**RECORDED INFORMATION:**
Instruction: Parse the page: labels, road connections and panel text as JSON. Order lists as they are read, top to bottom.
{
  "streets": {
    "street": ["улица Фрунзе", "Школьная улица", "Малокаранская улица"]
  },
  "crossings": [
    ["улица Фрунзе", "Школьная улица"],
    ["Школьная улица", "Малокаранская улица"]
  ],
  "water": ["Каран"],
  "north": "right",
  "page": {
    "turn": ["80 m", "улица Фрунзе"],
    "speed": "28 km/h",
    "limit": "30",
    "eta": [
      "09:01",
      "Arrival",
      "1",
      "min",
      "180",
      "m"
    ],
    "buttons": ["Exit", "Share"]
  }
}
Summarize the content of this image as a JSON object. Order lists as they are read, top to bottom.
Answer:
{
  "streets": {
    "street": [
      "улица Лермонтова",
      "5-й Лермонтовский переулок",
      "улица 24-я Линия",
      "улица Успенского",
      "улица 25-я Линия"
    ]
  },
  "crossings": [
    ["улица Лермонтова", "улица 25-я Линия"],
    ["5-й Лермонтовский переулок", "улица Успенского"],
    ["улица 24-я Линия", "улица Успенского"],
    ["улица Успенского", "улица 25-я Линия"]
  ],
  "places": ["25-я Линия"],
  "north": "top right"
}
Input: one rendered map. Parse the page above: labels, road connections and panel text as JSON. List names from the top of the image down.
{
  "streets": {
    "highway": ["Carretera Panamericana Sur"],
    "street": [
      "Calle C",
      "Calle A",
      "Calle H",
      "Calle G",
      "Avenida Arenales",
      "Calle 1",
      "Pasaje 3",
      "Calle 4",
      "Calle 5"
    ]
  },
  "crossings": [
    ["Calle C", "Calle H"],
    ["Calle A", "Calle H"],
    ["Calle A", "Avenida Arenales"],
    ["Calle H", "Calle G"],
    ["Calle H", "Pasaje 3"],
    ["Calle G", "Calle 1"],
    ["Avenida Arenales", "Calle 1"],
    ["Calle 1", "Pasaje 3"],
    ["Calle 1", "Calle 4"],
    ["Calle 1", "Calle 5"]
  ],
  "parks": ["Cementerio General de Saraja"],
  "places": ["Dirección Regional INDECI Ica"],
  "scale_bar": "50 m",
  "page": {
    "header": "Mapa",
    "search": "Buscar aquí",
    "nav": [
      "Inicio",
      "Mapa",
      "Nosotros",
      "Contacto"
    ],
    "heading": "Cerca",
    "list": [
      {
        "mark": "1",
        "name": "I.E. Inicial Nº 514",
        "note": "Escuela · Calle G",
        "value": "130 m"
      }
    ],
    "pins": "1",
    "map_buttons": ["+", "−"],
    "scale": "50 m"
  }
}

**DESCRIPTION OF THE TASK:** When the line containing "Input: one rendered" is reached, return it and every later line through the end of the listing above, unaltered and alone.

**EXERCISE SOLUTION:**
Input: one rendered map. Parse the page above: labels, road connections and panel text as JSON. List names from the top of the image down.
{
  "streets": {
    "highway": ["Carretera Panamericana Sur"],
    "street": [
      "Calle C",
      "Calle A",
      "Calle H",
      "Calle G",
      "Avenida Arenales",
      "Calle 1",
      "Pasaje 3",
      "Calle 4",
      "Calle 5"
    ]
  },
  "crossings": [
    ["Calle C", "Calle H"],
    ["Calle A", "Calle H"],
    ["Calle A", "Avenida Arenales"],
    ["Calle H", "Calle G"],
    ["Calle H", "Pasaje 3"],
    ["Calle G", "Calle 1"],
    ["Avenida Arenales", "Calle 1"],
    ["Calle 1", "Pasaje 3"],
    ["Calle 1", "Calle 4"],
    ["Calle 1", "Calle 5"]
  ],
  "parks": ["Cementerio General de Saraja"],
  "places": ["Dirección Regional INDECI Ica"],
  "scale_bar": "50 m",
  "page": {
    "header": "Mapa",
    "search": "Buscar aquí",
    "nav": [
      "Inicio",
      "Mapa",
      "Nosotros",
      "Contacto"
    ],
    "heading": "Cerca",
    "list": [
      {
        "mark": "1",
        "name": "I.E. Inicial Nº 514",
        "note": "Escuela · Calle G",
        "value": "130 m"
      }
    ],
    "pins": "1",
    "map_buttons": ["+", "−"],
    "scale": "50 m"
  }
}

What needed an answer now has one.